Could you return the data below exactly as it appears?
- - - -
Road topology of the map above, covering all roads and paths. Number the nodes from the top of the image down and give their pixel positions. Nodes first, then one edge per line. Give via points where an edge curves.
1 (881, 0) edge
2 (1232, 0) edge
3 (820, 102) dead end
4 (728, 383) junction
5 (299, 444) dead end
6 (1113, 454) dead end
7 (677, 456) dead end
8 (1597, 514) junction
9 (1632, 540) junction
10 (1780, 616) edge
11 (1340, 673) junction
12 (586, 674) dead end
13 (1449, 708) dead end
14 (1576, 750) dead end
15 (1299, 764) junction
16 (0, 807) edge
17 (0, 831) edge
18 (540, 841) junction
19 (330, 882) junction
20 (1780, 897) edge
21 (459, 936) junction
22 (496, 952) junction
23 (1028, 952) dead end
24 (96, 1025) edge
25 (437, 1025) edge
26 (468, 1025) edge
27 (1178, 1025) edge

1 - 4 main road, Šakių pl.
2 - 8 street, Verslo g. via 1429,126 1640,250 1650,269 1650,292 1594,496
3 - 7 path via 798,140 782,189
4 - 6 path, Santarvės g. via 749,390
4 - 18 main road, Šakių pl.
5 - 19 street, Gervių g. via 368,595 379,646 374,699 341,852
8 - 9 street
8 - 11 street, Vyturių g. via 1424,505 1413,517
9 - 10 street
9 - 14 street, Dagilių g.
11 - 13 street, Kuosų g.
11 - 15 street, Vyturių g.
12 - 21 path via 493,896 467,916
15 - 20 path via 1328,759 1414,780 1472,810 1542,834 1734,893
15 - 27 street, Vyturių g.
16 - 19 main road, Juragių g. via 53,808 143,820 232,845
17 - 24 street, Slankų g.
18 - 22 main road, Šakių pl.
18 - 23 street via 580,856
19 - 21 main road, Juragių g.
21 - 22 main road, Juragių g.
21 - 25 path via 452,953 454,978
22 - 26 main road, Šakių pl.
- - - -
- **Solution to this exercise**:
Road topology of the map above, covering all roads and paths. Number the nodes from the top of the image down and give their pixel positions. Nodes first, then one edge per line. Give via points where an edge curves.
1 (881, 0) edge
2 (1232, 0) edge
3 (820, 102) dead end
4 (728, 383) junction
5 (299, 444) dead end
6 (1113, 454) dead end
7 (677, 456) dead end
8 (1597, 514) junction
9 (1632, 540) junction
10 (1780, 616) edge
11 (1340, 673) junction
12 (586, 674) dead end
13 (1449, 708) dead end
14 (1576, 750) dead end
15 (1299, 764) junction
16 (0, 807) edge
17 (0, 831) edge
18 (540, 841) junction
19 (330, 882) junction
20 (1780, 897) edge
21 (459, 936) junction
22 (496, 952) junction
23 (1028, 952) dead end
24 (96, 1025) edge
25 (437, 1025) edge
26 (468, 1025) edge
27 (1178, 1025) edge

1 - 4 main road, Šakių pl.
2 - 8 street, Verslo g. via 1429,126 1640,250 1650,269 1650,292 1594,496
3 - 7 path via 798,140 782,189
4 - 6 path, Santarvės g. via 749,390
4 - 18 main road, Šakių pl.
5 - 19 street, Gervių g. via 368,595 379,646 374,699 341,852
8 - 9 street
8 - 11 street, Vyturių g. via 1424,505 1413,517
9 - 10 street
9 - 14 street, Dagilių g.
11 - 13 street, Kuosų g.
11 - 15 street, Vyturių g.
12 - 21 path via 493,896 467,916
15 - 20 path via 1328,759 1414,780 1472,810 1542,834 1734,893
15 - 27 street, Vyturių g.
16 - 19 main road, Juragių g. via 53,808 143,820 232,845
17 - 24 street, Slankų g.
18 - 22 main road, Šakių pl.
18 - 23 street via 580,856
19 - 21 main road, Juragių g.
21 - 22 main road, Juragių g.
21 - 25 path via 452,953 454,978
22 - 26 main road, Šakių pl.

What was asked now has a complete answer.